July 26 (Bloomberg) -- BlackRock Inc., Fidelity Investments and Vanguard Group Inc., firms that collectively manage more than $7 trillion, are gauging how their clients have been hurt by Libor manipulation and whether to take legal action as at least a dozen banks are being investigated for rate-rigging.

The money managers can take cues from Charles Schwab Corp. and the city of Baltimore, which in lawsuits predating the record fine levied on London-based Barclays Plc last month, sued lenders for artificially suppressing, Libor, or the London interbank offered rate. Schwab alleged last year that returns on money funds and short-term debt strategies were depressed by the banks’ actions, while Baltimore’s lawsuit against Barclays and other banks stems from lower returns on interest-rate swaps.

Libor-related litigation “has the potential to be the biggest single set of cases coming out of the financial crisis because Libor is built into so many transactions and Libor is so central to so many contracts,” said John Coates, a professor of law and economics at Harvard Law School in Cambridge, Massachusetts. “It’s like saying reports about the inflation rate were wrong.”

Global regulators are reviewing the rate-setting mechanism and contemplating criminal charges against bank traders who manipulated Libor, a benchmark interest rate for about $500 trillion in financial products.
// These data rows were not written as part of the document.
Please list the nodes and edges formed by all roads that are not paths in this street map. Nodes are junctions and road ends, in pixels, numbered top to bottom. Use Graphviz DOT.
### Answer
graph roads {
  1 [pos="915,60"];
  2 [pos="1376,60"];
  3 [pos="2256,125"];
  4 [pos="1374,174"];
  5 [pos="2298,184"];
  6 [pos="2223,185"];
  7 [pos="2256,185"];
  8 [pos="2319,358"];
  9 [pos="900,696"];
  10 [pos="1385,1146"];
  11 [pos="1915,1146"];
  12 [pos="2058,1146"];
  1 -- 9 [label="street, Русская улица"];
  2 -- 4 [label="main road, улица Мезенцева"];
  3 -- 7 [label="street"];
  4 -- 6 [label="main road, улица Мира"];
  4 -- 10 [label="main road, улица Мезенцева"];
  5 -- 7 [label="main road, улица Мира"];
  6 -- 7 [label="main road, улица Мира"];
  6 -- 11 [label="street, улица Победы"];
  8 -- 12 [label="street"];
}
While Libor affects a broad range of investments from money funds to leveraged buyout financing, firms seeking to sue may struggle to quantify losses and pinpoint which banks are responsible for them, according to interviews with more than half-a-dozen industry executives, lawyers and former regulators.

Barclays Fine

Barclays was fined 290 million pounds ($449 million) by U.S. and U.K. regulators on June 27 after admitting it submitted false rates. The scandal led to the resignation of Robert Diamond as the bank’s chief executive officer.

Barclays, like other lenders that help set Libor rates, could potentially face lawsuits from any investor that was on the wrong side of the transactions, who could claim that they were kept in the dark about a key benchmark. Barclays is a defendant in at least 24 interrelated lawsuits that have been aggregated in Manhattan federal court.
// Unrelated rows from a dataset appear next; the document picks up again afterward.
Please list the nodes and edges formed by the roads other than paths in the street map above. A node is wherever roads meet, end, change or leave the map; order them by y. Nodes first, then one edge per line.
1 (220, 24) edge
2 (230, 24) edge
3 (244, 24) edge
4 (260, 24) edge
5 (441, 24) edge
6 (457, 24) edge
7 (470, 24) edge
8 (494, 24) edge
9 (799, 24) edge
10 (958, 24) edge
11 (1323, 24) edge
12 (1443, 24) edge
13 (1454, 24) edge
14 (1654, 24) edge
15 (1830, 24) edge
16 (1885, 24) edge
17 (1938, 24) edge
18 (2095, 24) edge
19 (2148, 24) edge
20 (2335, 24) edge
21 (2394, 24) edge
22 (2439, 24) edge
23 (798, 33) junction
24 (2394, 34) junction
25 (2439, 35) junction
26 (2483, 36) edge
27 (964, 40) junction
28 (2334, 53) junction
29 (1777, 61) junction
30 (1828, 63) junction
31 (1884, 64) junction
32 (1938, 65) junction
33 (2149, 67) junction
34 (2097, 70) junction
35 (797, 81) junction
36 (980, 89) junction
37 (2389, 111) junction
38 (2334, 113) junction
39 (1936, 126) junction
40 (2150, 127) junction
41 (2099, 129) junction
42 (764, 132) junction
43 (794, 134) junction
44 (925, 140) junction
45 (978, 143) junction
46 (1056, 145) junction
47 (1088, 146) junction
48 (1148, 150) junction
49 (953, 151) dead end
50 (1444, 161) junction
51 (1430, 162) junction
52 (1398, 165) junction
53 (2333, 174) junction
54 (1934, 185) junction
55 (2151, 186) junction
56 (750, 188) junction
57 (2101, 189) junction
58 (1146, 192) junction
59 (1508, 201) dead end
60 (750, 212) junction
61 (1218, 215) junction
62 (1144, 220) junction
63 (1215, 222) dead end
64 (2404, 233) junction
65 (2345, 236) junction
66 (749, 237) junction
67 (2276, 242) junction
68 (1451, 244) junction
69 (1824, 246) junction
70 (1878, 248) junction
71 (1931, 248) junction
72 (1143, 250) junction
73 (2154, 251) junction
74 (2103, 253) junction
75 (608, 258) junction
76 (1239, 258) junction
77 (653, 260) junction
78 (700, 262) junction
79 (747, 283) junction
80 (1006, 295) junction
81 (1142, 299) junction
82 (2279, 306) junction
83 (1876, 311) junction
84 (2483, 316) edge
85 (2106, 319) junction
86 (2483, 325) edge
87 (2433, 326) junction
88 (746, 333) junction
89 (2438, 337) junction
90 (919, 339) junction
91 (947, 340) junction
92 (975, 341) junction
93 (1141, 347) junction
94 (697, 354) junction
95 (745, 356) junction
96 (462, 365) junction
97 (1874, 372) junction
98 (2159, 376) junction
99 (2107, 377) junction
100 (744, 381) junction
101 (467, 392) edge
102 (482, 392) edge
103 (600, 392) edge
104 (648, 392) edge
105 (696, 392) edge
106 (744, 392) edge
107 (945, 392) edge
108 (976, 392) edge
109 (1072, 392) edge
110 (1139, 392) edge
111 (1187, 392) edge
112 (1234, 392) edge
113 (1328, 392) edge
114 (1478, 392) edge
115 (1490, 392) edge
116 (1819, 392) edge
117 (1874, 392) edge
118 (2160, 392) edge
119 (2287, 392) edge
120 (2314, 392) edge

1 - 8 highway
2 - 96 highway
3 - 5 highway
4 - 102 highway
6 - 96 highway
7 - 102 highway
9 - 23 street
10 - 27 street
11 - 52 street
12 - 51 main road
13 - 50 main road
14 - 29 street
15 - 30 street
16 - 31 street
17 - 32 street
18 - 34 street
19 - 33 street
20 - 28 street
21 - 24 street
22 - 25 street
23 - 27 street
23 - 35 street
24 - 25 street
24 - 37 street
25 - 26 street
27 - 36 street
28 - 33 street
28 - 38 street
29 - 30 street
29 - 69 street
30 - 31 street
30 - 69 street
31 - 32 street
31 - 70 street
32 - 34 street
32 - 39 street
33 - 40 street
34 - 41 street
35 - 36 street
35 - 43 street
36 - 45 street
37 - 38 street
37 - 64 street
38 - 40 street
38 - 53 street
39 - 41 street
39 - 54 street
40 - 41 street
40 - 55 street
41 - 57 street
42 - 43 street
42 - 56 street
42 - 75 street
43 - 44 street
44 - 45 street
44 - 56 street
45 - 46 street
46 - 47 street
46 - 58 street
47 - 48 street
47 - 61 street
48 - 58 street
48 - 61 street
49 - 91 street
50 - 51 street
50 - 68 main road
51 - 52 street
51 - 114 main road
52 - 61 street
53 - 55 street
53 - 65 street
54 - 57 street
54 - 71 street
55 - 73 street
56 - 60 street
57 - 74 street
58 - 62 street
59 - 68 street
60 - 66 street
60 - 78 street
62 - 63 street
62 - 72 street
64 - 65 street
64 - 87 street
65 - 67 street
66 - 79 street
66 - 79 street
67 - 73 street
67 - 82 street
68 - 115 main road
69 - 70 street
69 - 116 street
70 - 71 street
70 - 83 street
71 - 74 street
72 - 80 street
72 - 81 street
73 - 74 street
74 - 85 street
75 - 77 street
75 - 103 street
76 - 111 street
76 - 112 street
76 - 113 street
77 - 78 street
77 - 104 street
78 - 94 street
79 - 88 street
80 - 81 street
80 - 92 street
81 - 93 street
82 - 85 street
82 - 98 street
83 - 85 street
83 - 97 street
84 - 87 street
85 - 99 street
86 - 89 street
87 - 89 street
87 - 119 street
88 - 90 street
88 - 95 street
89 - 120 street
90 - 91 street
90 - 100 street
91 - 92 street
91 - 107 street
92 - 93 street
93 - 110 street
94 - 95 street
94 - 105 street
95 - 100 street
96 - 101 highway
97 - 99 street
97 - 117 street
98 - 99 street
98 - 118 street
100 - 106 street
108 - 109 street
Libor is determined by a daily poll carried out on behalf of the British Bankers’ Association that asks banks to estimate how much it would cost to borrow from each other for different periods and in different currencies. Quotes in the top and bottom quartile are excluded and an average of the remaining entries is calculated.

‘Important’ Number

Libor is used as the basis for pricing securities including the rate of return on short-term variable and fixed-rate bonds as well as for the pricing and settlement of Eurodollar futures and options. The British Bankers’ Association has called it “the world’s most important number” on its website.

For investment firms, money-market funds would probably be most affected by Libor-rigging, said Robert Pozen, a senior lecturer at Harvard Business School. Returns earned by investors in money funds, which hold only short-term debt, would decline if Libor were kept lower, he said.

BlackRock, which oversees $3.56 trillion; Fidelity, which manages $1.6 trillion; and Vanguard, with $2.1 trillion, said they’re examining the impact on clients.